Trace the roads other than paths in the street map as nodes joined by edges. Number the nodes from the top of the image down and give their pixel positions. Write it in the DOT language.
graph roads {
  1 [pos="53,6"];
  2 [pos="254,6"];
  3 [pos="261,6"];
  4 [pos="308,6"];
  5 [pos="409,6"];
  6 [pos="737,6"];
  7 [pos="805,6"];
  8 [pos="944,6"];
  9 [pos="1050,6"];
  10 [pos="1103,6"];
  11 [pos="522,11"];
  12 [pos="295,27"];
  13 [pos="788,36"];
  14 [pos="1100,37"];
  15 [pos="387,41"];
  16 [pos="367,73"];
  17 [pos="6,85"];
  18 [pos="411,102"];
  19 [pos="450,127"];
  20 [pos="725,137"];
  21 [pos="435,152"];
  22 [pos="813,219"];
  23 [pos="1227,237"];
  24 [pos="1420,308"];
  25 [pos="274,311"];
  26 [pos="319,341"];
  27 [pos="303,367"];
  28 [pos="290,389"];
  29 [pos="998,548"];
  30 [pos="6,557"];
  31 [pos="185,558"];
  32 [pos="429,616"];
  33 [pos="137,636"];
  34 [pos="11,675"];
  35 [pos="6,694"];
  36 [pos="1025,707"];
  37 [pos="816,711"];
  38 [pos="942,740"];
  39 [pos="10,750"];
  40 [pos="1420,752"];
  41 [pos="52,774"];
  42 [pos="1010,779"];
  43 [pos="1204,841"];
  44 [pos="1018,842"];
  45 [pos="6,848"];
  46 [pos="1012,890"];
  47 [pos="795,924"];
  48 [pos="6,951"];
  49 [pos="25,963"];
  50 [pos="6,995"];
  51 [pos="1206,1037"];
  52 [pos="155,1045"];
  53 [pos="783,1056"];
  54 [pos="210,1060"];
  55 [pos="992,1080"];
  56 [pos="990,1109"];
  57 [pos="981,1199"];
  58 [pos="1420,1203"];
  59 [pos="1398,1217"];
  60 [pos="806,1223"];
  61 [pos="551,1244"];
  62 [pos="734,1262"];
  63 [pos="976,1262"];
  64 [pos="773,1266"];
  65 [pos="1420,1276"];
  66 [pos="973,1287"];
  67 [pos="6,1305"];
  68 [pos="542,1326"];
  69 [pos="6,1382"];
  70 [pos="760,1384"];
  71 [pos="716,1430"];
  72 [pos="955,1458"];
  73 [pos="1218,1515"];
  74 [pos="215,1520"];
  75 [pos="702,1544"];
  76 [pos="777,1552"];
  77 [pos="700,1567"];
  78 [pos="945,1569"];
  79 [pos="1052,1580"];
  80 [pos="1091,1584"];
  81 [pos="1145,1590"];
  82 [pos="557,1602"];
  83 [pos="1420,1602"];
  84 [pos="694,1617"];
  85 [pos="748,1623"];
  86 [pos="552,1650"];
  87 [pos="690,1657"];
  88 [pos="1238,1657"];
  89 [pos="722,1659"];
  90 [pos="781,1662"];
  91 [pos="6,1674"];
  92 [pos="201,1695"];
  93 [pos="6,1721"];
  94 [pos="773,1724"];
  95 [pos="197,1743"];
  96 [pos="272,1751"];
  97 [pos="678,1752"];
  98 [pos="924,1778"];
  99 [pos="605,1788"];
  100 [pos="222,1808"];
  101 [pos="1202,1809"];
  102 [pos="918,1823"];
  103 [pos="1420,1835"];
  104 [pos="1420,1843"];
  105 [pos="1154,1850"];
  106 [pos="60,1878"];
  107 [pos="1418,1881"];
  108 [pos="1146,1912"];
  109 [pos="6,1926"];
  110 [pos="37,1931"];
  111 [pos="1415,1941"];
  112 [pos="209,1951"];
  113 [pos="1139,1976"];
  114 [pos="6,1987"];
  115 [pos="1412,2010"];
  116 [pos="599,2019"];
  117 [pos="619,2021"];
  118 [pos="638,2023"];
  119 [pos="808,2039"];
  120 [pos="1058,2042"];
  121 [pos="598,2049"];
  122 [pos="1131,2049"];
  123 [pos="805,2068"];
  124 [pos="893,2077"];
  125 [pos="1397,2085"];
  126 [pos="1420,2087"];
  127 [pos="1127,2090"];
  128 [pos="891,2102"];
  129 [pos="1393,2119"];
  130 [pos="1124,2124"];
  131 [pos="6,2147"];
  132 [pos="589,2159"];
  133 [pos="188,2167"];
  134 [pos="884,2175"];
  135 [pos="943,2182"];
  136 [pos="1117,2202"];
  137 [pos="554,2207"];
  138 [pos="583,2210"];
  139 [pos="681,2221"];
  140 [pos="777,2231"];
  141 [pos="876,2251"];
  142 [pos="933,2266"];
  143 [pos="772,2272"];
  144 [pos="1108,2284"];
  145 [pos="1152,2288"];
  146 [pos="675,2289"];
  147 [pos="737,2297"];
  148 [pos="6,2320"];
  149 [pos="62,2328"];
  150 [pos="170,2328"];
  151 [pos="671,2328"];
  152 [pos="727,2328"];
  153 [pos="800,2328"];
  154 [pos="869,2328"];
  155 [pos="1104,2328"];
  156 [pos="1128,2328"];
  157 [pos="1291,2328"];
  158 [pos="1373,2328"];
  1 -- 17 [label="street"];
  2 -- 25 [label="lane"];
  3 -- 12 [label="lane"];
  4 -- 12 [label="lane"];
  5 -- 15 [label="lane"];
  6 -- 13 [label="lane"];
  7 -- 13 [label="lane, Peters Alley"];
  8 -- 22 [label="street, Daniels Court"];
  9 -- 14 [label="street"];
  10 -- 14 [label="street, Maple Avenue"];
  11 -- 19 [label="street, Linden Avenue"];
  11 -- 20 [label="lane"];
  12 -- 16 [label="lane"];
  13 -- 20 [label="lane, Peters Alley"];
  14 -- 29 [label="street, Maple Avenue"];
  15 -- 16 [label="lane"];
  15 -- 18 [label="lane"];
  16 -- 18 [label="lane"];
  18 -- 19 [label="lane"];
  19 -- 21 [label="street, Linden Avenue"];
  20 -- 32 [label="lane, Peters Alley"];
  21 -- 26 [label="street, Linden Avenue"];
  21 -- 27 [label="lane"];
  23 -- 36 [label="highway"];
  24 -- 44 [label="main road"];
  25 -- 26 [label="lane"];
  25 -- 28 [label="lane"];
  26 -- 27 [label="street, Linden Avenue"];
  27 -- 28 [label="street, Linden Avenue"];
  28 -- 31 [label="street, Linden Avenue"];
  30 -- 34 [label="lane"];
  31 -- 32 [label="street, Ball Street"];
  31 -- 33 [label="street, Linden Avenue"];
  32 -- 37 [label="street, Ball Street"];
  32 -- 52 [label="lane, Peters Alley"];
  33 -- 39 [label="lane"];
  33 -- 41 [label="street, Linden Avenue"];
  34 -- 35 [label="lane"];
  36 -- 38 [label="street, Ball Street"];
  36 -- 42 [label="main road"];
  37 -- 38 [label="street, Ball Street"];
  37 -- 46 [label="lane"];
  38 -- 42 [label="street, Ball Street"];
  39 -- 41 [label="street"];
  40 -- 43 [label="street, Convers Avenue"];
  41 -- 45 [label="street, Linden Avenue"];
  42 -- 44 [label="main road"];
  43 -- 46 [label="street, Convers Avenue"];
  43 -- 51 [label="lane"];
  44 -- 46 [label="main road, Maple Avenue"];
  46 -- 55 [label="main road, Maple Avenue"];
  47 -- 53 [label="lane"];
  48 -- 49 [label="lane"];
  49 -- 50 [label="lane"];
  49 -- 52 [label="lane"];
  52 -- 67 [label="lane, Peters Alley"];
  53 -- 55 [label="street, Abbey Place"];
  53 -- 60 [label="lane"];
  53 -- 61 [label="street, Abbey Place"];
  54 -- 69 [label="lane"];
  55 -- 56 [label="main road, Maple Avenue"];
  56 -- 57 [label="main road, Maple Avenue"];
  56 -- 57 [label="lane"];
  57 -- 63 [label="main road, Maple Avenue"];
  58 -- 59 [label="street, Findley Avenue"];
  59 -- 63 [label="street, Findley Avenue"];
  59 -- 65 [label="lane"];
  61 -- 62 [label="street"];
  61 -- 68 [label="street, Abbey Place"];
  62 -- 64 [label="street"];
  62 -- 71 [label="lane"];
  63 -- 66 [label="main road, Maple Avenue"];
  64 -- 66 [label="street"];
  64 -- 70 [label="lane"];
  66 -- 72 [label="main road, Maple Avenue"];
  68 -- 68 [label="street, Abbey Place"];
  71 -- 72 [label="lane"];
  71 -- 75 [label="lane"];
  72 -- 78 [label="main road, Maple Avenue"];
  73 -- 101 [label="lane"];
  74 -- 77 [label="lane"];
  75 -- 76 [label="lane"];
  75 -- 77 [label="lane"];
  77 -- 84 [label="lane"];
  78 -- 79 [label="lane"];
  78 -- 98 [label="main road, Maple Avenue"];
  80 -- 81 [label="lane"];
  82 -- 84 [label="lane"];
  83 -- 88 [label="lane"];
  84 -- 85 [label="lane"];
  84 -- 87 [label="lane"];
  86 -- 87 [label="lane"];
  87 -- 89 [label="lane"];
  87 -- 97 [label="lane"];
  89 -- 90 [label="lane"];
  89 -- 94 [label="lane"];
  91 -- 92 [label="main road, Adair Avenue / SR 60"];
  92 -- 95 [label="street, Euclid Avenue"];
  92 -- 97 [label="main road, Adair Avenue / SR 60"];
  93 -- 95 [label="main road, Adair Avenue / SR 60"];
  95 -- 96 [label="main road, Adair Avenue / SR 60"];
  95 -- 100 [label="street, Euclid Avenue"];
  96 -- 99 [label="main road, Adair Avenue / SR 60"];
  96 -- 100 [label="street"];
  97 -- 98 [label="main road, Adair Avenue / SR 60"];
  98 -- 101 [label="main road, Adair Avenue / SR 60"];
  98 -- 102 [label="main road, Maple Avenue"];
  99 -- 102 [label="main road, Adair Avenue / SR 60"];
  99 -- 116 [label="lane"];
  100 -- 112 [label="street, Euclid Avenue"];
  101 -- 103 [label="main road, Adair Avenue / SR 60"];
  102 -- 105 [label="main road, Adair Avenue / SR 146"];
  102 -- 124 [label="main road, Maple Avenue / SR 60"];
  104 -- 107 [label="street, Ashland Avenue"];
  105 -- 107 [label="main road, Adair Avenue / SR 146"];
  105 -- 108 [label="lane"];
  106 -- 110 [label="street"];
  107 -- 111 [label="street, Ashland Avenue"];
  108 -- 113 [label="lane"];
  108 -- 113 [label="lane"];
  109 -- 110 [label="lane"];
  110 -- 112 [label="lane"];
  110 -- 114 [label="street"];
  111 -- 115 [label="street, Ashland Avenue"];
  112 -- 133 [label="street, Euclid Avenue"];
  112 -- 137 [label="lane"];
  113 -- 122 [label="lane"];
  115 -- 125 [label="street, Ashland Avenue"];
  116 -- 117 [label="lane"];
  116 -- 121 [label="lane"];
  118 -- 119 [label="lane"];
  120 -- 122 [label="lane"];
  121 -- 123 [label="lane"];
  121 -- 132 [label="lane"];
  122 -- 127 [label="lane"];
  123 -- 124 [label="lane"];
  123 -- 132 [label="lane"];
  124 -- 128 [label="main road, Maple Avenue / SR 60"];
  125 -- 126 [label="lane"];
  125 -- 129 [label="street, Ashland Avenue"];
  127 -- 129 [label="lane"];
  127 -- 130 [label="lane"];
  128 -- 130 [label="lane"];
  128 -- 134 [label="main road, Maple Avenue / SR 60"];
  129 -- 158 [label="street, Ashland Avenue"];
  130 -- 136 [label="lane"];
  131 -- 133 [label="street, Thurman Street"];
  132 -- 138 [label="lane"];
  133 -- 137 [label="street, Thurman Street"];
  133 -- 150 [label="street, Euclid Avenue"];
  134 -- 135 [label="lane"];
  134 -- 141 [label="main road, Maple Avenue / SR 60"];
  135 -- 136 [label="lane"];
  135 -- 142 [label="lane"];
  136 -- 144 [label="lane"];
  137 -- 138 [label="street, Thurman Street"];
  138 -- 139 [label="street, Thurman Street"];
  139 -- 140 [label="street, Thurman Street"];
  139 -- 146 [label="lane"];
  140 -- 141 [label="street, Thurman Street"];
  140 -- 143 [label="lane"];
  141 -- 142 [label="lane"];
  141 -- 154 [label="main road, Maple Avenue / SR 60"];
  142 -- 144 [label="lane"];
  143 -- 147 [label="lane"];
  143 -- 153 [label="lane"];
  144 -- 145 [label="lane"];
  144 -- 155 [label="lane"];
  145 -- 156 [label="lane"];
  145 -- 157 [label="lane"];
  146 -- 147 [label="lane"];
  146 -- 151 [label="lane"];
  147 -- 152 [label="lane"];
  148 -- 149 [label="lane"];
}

== == ==

### TASK OBJECTIVE
Your answer should be each line of the data that contains the word "Euclid", copied as it stands.

### OUTPUT
  92 -- 95 [label="street, Euclid Avenue"];
  95 -- 100 [label="street, Euclid Avenue"];
  100 -- 112 [label="street, Euclid Avenue"];
  112 -- 133 [label="street, Euclid Avenue"];
  133 -- 150 [label="street, Euclid Avenue"];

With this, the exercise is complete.